Problem statement: Each record should be retyped word for word.

Dataset content:

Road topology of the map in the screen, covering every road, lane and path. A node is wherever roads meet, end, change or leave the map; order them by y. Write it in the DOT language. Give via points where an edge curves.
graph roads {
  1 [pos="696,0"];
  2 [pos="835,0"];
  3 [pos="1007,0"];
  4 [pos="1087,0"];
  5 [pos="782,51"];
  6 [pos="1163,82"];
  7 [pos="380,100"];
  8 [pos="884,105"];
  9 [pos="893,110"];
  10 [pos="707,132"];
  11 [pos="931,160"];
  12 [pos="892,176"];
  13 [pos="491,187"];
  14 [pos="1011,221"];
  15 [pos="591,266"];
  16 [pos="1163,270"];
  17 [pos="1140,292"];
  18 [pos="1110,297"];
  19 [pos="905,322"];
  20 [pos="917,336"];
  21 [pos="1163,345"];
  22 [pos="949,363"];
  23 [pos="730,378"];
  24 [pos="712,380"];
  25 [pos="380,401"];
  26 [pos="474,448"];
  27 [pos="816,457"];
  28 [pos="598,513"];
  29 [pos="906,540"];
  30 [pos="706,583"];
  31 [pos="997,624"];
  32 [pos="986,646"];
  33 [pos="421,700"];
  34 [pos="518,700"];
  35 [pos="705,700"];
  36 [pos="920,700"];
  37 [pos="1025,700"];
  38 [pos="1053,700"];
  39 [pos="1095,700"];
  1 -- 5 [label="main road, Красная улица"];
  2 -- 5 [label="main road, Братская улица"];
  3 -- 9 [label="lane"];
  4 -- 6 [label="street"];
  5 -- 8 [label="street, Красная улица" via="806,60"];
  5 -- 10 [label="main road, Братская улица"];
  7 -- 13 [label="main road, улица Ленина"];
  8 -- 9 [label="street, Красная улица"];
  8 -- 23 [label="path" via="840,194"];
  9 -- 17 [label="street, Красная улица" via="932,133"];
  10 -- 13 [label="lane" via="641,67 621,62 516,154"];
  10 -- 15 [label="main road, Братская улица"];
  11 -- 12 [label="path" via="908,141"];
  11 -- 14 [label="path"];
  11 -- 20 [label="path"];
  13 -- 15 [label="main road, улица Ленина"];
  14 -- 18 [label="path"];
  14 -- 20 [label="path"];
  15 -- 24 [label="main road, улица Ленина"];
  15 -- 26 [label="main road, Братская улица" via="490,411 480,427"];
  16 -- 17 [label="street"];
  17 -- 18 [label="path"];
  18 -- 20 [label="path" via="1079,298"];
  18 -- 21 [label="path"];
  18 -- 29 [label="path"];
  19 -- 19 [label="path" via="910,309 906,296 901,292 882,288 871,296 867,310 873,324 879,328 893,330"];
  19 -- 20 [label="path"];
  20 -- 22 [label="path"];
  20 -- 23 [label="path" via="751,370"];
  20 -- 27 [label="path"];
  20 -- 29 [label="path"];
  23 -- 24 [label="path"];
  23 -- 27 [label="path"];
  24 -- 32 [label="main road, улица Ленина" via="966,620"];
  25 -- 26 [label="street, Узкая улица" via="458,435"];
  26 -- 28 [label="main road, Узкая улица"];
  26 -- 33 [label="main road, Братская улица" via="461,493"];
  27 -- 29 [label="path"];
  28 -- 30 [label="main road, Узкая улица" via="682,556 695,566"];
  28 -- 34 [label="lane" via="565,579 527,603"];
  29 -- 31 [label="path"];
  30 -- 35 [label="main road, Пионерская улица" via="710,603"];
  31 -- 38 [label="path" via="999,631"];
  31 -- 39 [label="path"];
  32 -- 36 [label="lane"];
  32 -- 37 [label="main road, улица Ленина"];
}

Result of the task:
Road topology of the map in the screen, covering every road, lane and path. A node is wherever roads meet, end, change or leave the map; order them by y. Write it in the DOT language. Give via points where an edge curves.
graph roads {
  1 [pos="696,0"];
  2 [pos="835,0"];
  3 [pos="1007,0"];
  4 [pos="1087,0"];
  5 [pos="782,51"];
  6 [pos="1163,82"];
  7 [pos="380,100"];
  8 [pos="884,105"];
  9 [pos="893,110"];
  10 [pos="707,132"];
  11 [pos="931,160"];
  12 [pos="892,176"];
  13 [pos="491,187"];
  14 [pos="1011,221"];
  15 [pos="591,266"];
  16 [pos="1163,270"];
  17 [pos="1140,292"];
  18 [pos="1110,297"];
  19 [pos="905,322"];
  20 [pos="917,336"];
  21 [pos="1163,345"];
  22 [pos="949,363"];
  23 [pos="730,378"];
  24 [pos="712,380"];
  25 [pos="380,401"];
  26 [pos="474,448"];
  27 [pos="816,457"];
  28 [pos="598,513"];
  29 [pos="906,540"];
  30 [pos="706,583"];
  31 [pos="997,624"];
  32 [pos="986,646"];
  33 [pos="421,700"];
  34 [pos="518,700"];
  35 [pos="705,700"];
  36 [pos="920,700"];
  37 [pos="1025,700"];
  38 [pos="1053,700"];
  39 [pos="1095,700"];
  1 -- 5 [label="main road, Красная улица"];
  2 -- 5 [label="main road, Братская улица"];
  3 -- 9 [label="lane"];
  4 -- 6 [label="street"];
  5 -- 8 [label="street, Красная улица" via="806,60"];
  5 -- 10 [label="main road, Братская улица"];
  7 -- 13 [label="main road, улица Ленина"];
  8 -- 9 [label="street, Красная улица"];
  8 -- 23 [label="path" via="840,194"];
  9 -- 17 [label="street, Красная улица" via="932,133"];
  10 -- 13 [label="lane" via="641,67 621,62 516,154"];
  10 -- 15 [label="main road, Братская улица"];
  11 -- 12 [label="path" via="908,141"];
  11 -- 14 [label="path"];
  11 -- 20 [label="path"];
  13 -- 15 [label="main road, улица Ленина"];
  14 -- 18 [label="path"];
  14 -- 20 [label="path"];
  15 -- 24 [label="main road, улица Ленина"];
  15 -- 26 [label="main road, Братская улица" via="490,411 480,427"];
  16 -- 17 [label="street"];
  17 -- 18 [label="path"];
  18 -- 20 [label="path" via="1079,298"];
  18 -- 21 [label="path"];
  18 -- 29 [label="path"];
  19 -- 19 [label="path" via="910,309 906,296 901,292 882,288 871,296 867,310 873,324 879,328 893,330"];
  19 -- 20 [label="path"];
  20 -- 22 [label="path"];
  20 -- 23 [label="path" via="751,370"];
  20 -- 27 [label="path"];
  20 -- 29 [label="path"];
  23 -- 24 [label="path"];
  23 -- 27 [label="path"];
  24 -- 32 [label="main road, улица Ленина" via="966,620"];
  25 -- 26 [label="street, Узкая улица" via="458,435"];
  26 -- 28 [label="main road, Узкая улица"];
  26 -- 33 [label="main road, Братская улица" via="461,493"];
  27 -- 29 [label="path"];
  28 -- 30 [label="main road, Узкая улица" via="682,556 695,566"];
  28 -- 34 [label="lane" via="565,579 527,603"];
  29 -- 31 [label="path"];
  30 -- 35 [label="main road, Пионерская улица" via="710,603"];
  31 -- 38 [label="path" via="999,631"];
  31 -- 39 [label="path"];
  32 -- 36 [label="lane"];
  32 -- 37 [label="main road, улица Ленина"];
}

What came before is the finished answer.